A stronger twist to cytotoxic amyloid fibrils

Researchers from Amsterdam and Enschede have for the first time performed a structural comparison of two types of amyloid fibrils that have been associated with Parkinson's disease. Using a combination of experimental methods they show that a cytotoxic C-terminal truncated form of the alpha-synuclein protein that is abundant in vivo, aggregates into more strongly twisted fibrils that are more exposed to water. The results have been published in the Journal of the American Chemical Society.

The research was carried out by PhD students Steven Roeters (Van 't Hoff Institute for Molecular Sciences, University of Amsterdam, under the supervision of professor Sander Woutersen) and Aditya Iyer (AMOLF, under the supervision of professor Vinod Subramaniam, Vrije Universiteit Amsterdam), in cooperation with Vladimir Kogan and professor Mireille Claessens from the University of Twente (UT).

Using a combination of techniques, among which atomic force microscopy, UV-circular dichroism, X-ray diffraction and two-dimensional infrared spectroscopy, the researchers performed a structural analysis to explain the differences in the aggregation of wild-type alpha-synuclein (WT-αS) and the so-called C-terminal truncated form of the protein lacking 32 amino acids at the C-terminal end (1-108-αS).

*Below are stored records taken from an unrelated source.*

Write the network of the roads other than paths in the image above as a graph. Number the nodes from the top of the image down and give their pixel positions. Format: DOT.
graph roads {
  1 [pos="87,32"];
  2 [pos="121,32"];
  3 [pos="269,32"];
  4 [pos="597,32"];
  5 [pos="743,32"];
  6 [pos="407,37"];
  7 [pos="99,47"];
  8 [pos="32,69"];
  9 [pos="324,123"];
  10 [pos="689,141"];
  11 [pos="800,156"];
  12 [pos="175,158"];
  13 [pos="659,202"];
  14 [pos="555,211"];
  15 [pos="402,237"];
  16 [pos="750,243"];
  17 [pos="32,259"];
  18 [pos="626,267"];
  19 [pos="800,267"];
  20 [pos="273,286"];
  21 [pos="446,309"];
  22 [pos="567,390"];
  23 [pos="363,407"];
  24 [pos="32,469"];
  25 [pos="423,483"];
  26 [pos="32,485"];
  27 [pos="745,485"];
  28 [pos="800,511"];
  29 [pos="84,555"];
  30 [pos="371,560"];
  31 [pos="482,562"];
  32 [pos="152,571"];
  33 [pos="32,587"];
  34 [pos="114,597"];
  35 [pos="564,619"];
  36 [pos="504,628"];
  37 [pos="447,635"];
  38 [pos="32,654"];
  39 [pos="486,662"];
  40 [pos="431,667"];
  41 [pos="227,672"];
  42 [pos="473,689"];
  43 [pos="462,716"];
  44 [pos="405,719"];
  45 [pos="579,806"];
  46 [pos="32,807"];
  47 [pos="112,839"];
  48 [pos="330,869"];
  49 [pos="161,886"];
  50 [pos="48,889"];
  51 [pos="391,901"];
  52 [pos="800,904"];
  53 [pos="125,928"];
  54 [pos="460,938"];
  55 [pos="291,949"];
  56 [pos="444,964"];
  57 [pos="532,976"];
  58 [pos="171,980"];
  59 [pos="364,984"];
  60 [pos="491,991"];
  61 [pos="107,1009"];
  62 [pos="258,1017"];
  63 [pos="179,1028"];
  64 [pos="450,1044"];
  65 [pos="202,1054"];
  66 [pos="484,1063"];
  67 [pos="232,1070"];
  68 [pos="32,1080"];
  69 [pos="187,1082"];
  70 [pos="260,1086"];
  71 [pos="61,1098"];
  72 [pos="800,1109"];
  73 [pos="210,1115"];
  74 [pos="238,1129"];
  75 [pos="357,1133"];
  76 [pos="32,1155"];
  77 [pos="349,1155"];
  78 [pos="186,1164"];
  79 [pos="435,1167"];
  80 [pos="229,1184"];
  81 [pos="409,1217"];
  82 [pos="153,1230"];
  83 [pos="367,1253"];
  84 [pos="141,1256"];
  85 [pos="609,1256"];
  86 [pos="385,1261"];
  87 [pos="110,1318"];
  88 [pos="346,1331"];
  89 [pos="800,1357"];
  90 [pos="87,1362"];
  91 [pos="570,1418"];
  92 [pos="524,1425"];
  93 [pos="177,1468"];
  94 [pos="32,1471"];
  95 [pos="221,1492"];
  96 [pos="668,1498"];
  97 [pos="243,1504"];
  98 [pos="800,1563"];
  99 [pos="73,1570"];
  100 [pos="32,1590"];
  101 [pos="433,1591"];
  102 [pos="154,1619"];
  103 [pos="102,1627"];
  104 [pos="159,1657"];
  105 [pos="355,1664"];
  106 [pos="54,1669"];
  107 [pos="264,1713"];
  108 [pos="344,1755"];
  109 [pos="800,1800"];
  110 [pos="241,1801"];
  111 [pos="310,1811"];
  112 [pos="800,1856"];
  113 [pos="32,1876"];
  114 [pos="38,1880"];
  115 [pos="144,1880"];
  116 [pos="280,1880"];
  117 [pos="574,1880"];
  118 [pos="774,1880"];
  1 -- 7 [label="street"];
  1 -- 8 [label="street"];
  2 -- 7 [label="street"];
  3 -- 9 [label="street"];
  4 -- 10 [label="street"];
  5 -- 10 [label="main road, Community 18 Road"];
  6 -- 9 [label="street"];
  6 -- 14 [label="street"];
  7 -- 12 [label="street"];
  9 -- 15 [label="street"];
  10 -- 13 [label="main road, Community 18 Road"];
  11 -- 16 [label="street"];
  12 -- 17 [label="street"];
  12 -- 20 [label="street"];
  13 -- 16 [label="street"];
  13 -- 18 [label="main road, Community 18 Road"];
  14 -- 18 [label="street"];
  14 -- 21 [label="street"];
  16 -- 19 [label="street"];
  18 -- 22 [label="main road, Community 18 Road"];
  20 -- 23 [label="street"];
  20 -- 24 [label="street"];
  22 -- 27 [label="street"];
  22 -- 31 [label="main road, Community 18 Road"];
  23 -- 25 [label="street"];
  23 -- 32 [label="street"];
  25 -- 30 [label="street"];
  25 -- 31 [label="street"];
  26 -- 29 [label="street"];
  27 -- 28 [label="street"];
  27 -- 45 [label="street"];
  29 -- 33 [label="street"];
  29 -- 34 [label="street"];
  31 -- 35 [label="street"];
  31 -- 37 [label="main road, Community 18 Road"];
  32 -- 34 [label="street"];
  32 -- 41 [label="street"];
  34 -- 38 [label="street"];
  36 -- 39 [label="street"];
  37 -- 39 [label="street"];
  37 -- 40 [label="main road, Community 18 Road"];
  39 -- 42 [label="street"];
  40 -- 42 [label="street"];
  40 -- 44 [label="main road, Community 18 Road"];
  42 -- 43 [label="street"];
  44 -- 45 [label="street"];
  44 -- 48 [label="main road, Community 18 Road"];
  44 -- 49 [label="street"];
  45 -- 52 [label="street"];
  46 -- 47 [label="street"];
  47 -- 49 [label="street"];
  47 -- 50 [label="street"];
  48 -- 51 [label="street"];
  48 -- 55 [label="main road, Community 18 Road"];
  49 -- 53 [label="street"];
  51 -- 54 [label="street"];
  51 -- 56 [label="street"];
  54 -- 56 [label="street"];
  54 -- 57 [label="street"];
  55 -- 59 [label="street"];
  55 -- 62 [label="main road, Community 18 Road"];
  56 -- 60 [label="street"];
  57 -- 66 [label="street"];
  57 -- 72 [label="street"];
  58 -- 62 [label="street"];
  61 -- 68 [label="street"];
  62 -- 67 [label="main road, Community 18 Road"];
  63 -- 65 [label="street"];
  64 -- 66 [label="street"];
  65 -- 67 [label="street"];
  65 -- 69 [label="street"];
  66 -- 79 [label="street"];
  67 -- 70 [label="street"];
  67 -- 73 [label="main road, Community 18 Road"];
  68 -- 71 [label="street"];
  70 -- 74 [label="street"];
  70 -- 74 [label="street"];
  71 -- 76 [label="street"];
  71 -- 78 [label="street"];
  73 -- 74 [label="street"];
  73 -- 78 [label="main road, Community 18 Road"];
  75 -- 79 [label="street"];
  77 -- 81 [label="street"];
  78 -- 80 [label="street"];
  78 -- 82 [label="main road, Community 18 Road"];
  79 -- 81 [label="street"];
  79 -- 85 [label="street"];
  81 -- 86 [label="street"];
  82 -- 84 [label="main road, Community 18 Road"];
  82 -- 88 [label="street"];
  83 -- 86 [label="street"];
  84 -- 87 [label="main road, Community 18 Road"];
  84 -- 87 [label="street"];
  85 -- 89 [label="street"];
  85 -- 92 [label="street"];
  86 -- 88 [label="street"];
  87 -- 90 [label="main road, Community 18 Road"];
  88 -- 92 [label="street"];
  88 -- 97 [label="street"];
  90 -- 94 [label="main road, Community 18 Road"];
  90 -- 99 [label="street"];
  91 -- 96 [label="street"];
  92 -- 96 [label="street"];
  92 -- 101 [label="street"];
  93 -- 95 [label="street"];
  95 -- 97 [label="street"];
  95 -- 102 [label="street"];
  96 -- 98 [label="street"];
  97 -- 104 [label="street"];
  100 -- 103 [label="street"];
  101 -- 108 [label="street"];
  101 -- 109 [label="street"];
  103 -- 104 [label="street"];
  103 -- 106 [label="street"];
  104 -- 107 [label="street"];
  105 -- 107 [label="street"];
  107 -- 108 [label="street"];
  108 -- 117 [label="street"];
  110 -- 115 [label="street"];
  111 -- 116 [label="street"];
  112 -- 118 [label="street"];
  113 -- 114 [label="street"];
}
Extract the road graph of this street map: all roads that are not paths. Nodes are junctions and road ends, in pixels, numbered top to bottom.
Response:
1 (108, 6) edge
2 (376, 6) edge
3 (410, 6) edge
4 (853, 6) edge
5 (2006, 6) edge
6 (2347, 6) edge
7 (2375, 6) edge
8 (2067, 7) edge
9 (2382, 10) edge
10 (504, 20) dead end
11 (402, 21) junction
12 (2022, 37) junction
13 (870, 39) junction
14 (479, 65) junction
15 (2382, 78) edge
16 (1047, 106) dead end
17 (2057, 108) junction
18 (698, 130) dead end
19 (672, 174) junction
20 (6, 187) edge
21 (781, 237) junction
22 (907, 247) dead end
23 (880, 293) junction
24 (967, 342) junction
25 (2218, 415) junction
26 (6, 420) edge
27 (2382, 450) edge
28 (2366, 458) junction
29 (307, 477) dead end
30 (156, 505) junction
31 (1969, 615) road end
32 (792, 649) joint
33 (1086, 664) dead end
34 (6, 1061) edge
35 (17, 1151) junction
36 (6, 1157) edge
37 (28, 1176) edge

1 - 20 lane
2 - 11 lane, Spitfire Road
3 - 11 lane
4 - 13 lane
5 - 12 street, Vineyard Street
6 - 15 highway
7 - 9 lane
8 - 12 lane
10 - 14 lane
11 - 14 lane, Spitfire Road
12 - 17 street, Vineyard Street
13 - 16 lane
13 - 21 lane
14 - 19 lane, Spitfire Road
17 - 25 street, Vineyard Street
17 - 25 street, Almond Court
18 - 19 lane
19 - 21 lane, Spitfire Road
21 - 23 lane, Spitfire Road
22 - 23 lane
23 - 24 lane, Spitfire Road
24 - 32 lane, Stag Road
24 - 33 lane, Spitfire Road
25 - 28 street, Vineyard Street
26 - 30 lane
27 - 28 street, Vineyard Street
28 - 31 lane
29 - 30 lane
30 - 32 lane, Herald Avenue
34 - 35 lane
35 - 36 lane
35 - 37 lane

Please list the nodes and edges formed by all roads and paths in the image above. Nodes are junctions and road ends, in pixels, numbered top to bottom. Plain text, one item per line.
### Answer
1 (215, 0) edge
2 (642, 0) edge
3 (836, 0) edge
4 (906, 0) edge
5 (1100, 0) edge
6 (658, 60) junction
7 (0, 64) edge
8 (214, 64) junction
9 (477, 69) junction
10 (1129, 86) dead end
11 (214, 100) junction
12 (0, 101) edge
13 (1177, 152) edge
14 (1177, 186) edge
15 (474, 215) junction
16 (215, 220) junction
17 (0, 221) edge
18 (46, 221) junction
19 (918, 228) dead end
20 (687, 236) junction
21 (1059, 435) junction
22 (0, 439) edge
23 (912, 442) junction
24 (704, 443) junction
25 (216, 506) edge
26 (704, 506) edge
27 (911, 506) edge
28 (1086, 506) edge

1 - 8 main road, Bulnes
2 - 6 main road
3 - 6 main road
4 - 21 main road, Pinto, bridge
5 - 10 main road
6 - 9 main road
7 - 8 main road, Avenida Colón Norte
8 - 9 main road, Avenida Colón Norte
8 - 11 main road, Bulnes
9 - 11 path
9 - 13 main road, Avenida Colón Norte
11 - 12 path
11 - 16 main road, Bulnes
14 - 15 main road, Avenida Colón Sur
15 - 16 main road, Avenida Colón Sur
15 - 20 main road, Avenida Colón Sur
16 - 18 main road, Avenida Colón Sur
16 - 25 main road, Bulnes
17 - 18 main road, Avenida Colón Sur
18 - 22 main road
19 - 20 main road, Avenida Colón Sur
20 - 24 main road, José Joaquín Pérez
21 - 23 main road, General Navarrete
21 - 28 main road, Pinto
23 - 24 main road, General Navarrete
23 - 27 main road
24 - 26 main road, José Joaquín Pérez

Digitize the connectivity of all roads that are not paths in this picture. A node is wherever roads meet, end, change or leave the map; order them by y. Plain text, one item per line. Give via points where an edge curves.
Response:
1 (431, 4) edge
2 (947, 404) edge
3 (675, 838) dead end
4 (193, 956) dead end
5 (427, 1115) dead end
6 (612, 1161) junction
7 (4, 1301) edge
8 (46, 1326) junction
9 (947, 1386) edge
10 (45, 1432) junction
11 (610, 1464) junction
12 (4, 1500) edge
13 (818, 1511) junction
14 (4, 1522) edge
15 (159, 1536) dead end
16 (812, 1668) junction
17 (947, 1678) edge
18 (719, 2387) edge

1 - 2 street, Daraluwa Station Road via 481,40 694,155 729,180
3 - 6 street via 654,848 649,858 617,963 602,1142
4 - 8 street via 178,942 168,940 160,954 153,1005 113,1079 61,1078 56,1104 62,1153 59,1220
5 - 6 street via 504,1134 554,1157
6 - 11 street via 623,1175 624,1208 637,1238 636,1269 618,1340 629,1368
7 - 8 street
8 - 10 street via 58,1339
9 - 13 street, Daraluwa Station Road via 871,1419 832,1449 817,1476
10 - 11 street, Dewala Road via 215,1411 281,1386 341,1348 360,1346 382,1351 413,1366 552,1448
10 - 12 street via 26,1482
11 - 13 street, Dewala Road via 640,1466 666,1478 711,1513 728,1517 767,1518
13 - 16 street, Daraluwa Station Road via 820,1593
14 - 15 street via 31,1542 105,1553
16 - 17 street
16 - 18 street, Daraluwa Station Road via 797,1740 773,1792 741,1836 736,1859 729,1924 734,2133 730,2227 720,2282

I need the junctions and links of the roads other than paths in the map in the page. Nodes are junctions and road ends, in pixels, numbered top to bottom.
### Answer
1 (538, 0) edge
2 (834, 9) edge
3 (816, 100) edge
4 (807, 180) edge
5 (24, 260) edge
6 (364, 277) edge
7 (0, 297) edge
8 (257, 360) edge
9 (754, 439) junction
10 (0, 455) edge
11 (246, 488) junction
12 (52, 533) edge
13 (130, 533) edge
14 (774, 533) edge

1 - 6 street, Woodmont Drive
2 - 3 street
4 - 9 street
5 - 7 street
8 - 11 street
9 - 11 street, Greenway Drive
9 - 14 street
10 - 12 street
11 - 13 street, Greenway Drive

The latter has recently been observed by other groups to be quite common in vivo. It forms aggregates more rapidly and has been associated with a progressive form of Parkinson's disease. 

The researchers conclude that fibrils formed by 1-108-αS are more-strongly twisted and that - perhaps due to the stronger twist - their fibril core is more exposed to water. The distance between the hydrogen-bonded protein sheets within the fibril appears to be greater. These differences between 1-108-αS and WT-αS fibrils are even so pronounced that WT-αS monomers do not grow into fibrils seeded from short pieces of 1-108-αS fibrils.

By elucidating the key structural aspects of the two fibrillar species, especially of the more cytotoxic 1-108-αS fibrils, the researchers hope to provide clues contributing to an understanding of molecular mechanisms underlying Parkinson's and other related amyloid diseases.